----- Supplied information

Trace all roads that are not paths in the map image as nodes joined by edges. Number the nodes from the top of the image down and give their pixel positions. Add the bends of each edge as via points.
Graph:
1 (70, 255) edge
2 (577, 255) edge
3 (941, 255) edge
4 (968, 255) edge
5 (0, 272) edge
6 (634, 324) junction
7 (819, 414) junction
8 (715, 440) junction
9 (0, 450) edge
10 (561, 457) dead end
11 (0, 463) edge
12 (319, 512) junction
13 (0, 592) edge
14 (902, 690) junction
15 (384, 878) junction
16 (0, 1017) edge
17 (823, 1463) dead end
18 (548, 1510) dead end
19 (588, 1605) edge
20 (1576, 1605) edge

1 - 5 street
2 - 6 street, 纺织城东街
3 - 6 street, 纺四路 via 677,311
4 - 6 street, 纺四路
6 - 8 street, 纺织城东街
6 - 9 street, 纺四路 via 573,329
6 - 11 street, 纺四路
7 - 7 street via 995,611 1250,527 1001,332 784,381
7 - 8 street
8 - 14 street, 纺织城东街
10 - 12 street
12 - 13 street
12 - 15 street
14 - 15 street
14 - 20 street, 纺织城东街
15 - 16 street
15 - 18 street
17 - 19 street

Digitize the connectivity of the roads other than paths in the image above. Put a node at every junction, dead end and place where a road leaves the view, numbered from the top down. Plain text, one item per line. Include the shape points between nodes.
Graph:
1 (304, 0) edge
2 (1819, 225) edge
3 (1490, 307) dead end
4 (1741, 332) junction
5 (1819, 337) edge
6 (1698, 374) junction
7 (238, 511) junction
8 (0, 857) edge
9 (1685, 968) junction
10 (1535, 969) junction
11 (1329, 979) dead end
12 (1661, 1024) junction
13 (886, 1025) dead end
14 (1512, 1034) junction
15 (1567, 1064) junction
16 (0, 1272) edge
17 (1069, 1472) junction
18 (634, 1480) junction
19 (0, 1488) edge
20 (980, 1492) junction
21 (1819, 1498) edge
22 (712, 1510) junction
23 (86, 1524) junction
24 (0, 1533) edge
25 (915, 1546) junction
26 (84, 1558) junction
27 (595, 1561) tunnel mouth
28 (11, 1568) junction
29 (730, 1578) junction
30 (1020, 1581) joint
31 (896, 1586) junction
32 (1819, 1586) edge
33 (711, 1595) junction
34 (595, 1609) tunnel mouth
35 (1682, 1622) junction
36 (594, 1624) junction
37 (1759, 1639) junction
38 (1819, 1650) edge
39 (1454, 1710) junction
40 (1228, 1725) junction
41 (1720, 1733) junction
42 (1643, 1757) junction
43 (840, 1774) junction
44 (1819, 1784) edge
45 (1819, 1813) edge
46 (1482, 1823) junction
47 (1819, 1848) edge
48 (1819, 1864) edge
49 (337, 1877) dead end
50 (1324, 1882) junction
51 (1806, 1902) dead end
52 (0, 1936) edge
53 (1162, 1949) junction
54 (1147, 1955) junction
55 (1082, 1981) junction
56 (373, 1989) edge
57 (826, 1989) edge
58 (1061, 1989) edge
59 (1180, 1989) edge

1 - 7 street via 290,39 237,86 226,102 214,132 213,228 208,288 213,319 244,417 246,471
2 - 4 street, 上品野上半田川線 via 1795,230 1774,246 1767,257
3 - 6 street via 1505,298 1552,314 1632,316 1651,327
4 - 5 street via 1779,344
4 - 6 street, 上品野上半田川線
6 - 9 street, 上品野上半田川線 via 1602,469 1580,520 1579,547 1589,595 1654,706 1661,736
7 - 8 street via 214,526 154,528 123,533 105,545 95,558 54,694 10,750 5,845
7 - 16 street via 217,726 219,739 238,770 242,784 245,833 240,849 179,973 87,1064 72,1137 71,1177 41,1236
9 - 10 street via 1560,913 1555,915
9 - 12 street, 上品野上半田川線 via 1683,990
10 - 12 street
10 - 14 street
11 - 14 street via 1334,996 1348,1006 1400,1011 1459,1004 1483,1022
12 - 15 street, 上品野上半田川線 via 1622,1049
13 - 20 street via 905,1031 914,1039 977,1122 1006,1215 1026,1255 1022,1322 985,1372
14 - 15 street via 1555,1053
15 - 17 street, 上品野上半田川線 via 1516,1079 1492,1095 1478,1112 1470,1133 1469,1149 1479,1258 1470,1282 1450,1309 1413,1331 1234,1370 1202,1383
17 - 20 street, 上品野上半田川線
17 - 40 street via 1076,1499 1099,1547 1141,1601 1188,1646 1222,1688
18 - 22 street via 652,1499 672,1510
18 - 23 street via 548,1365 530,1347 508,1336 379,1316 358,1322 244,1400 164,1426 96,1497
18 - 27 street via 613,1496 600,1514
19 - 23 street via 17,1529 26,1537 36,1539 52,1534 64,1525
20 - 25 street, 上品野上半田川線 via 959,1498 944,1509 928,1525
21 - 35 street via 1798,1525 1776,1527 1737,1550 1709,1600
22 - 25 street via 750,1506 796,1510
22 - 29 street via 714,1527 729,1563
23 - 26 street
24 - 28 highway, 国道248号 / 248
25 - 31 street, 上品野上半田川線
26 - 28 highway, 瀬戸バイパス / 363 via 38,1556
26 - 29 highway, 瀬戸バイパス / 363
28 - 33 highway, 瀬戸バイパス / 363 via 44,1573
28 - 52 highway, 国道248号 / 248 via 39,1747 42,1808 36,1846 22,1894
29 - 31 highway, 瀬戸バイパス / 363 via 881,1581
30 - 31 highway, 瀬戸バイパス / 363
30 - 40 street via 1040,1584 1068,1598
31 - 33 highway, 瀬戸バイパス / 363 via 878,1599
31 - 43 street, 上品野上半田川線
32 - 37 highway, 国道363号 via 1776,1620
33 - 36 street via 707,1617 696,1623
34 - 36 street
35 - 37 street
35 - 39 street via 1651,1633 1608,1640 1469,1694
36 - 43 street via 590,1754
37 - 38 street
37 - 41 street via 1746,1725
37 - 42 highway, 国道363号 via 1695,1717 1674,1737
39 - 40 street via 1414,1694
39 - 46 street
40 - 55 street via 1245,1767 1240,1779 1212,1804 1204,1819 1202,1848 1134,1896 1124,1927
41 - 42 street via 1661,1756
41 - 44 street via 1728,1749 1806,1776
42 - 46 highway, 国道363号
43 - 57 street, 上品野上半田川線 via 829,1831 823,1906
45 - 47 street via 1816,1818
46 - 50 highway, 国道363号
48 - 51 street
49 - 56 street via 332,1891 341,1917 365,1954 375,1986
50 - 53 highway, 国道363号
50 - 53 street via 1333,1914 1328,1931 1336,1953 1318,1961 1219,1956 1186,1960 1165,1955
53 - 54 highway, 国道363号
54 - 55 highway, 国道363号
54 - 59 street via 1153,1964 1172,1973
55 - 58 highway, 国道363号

----------

Aim of the task
Go through the data and copy each line exactly as it reads.

Written response
Trace all roads that are not paths in the map image as nodes joined by edges. Number the nodes from the top of the image down and give their pixel positions. Add the bends of each edge as via points.
Graph:
1 (70, 255) edge
2 (577, 255) edge
3 (941, 255) edge
4 (968, 255) edge
5 (0, 272) edge
6 (634, 324) junction
7 (819, 414) junction
8 (715, 440) junction
9 (0, 450) edge
10 (561, 457) dead end
11 (0, 463) edge
12 (319, 512) junction
13 (0, 592) edge
14 (902, 690) junction
15 (384, 878) junction
16 (0, 1017) edge
17 (823, 1463) dead end
18 (548, 1510) dead end
19 (588, 1605) edge
20 (1576, 1605) edge

1 - 5 street
2 - 6 street, 纺织城东街
3 - 6 street, 纺四路 via 677,311
4 - 6 street, 纺四路
6 - 8 street, 纺织城东街
6 - 9 street, 纺四路 via 573,329
6 - 11 street, 纺四路
7 - 7 street via 995,611 1250,527 1001,332 784,381
7 - 8 street
8 - 14 street, 纺织城东街
10 - 12 street
12 - 13 street
12 - 15 street
14 - 15 street
14 - 20 street, 纺织城东街
15 - 16 street
15 - 18 street
17 - 19 street

Digitize the connectivity of the roads other than paths in the image above. Put a node at every junction, dead end and place where a road leaves the view, numbered from the top down. Plain text, one item per line. Include the shape points between nodes.
Graph:
1 (304, 0) edge
2 (1819, 225) edge
3 (1490, 307) dead end
4 (1741, 332) junction
5 (1819, 337) edge
6 (1698, 374) junction
7 (238, 511) junction
8 (0, 857) edge
9 (1685, 968) junction
10 (1535, 969) junction
11 (1329, 979) dead end
12 (1661, 1024) junction
13 (886, 1025) dead end
14 (1512, 1034) junction
15 (1567, 1064) junction
16 (0, 1272) edge
17 (1069, 1472) junction
18 (634, 1480) junction
19 (0, 1488) edge
20 (980, 1492) junction
21 (1819, 1498) edge
22 (712, 1510) junction
23 (86, 1524) junction
24 (0, 1533) edge
25 (915, 1546) junction
26 (84, 1558) junction
27 (595, 1561) tunnel mouth
28 (11, 1568) junction
29 (730, 1578) junction
30 (1020, 1581) joint
31 (896, 1586) junction
32 (1819, 1586) edge
33 (711, 1595) junction
34 (595, 1609) tunnel mouth
35 (1682, 1622) junction
36 (594, 1624) junction
37 (1759, 1639) junction
38 (1819, 1650) edge
39 (1454, 1710) junction
40 (1228, 1725) junction
41 (1720, 1733) junction
42 (1643, 1757) junction
43 (840, 1774) junction
44 (1819, 1784) edge
45 (1819, 1813) edge
46 (1482, 1823) junction
47 (1819, 1848) edge
48 (1819, 1864) edge
49 (337, 1877) dead end
50 (1324, 1882) junction
51 (1806, 1902) dead end
52 (0, 1936) edge
53 (1162, 1949) junction
54 (1147, 1955) junction
55 (1082, 1981) junction
56 (373, 1989) edge
57 (826, 1989) edge
58 (1061, 1989) edge
59 (1180, 1989) edge

1 - 7 street via 290,39 237,86 226,102 214,132 213,228 208,288 213,319 244,417 246,471
2 - 4 street, 上品野上半田川線 via 1795,230 1774,246 1767,257
3 - 6 street via 1505,298 1552,314 1632,316 1651,327
4 - 5 street via 1779,344
4 - 6 street, 上品野上半田川線
6 - 9 street, 上品野上半田川線 via 1602,469 1580,520 1579,547 1589,595 1654,706 1661,736
7 - 8 street via 214,526 154,528 123,533 105,545 95,558 54,694 10,750 5,845
7 - 16 street via 217,726 219,739 238,770 242,784 245,833 240,849 179,973 87,1064 72,1137 71,1177 41,1236
9 - 10 street via 1560,913 1555,915
9 - 12 street, 上品野上半田川線 via 1683,990
10 - 12 street
10 - 14 street
11 - 14 street via 1334,996 1348,1006 1400,1011 1459,1004 1483,1022
12 - 15 street, 上品野上半田川線 via 1622,1049
13 - 20 street via 905,1031 914,1039 977,1122 1006,1215 1026,1255 1022,1322 985,1372
14 - 15 street via 1555,1053
15 - 17 street, 上品野上半田川線 via 1516,1079 1492,1095 1478,1112 1470,1133 1469,1149 1479,1258 1470,1282 1450,1309 1413,1331 1234,1370 1202,1383
17 - 20 street, 上品野上半田川線
17 - 40 street via 1076,1499 1099,1547 1141,1601 1188,1646 1222,1688
18 - 22 street via 652,1499 672,1510
18 - 23 street via 548,1365 530,1347 508,1336 379,1316 358,1322 244,1400 164,1426 96,1497
18 - 27 street via 613,1496 600,1514
19 - 23 street via 17,1529 26,1537 36,1539 52,1534 64,1525
20 - 25 street, 上品野上半田川線 via 959,1498 944,1509 928,1525
21 - 35 street via 1798,1525 1776,1527 1737,1550 1709,1600
22 - 25 street via 750,1506 796,1510
22 - 29 street via 714,1527 729,1563
23 - 26 street
24 - 28 highway, 国道248号 / 248
25 - 31 street, 上品野上半田川線
26 - 28 highway, 瀬戸バイパス / 363 via 38,1556
26 - 29 highway, 瀬戸バイパス / 363
28 - 33 highway, 瀬戸バイパス / 363 via 44,1573
28 - 52 highway, 国道248号 / 248 via 39,1747 42,1808 36,1846 22,1894
29 - 31 highway, 瀬戸バイパス / 363 via 881,1581
30 - 31 highway, 瀬戸バイパス / 363
30 - 40 street via 1040,1584 1068,1598
31 - 33 highway, 瀬戸バイパス / 363 via 878,1599
31 - 43 street, 上品野上半田川線
32 - 37 highway, 国道363号 via 1776,1620
33 - 36 street via 707,1617 696,1623
34 - 36 street
35 - 37 street
35 - 39 street via 1651,1633 1608,1640 1469,1694
36 - 43 street via 590,1754
37 - 38 street
37 - 41 street via 1746,1725
37 - 42 highway, 国道363号 via 1695,1717 1674,1737
39 - 40 street via 1414,1694
39 - 46 street
40 - 55 street via 1245,1767 1240,1779 1212,1804 1204,1819 1202,1848 1134,1896 1124,1927
41 - 42 street via 1661,1756
41 - 44 street via 1728,1749 1806,1776
42 - 46 highway, 国道363号
43 - 57 street, 上品野上半田川線 via 829,1831 823,1906
45 - 47 street via 1816,1818
46 - 50 highway, 国道363号
48 - 51 street
49 - 56 street via 332,1891 341,1917 365,1954 375,1986
50 - 53 highway, 国道363号
50 - 53 street via 1333,1914 1328,1931 1336,1953 1318,1961 1219,1956 1186,1960 1165,1955
53 - 54 highway, 国道363号
54 - 55 highway, 国道363号
54 - 59 street via 1153,1964 1172,1973
55 - 58 highway, 国道363号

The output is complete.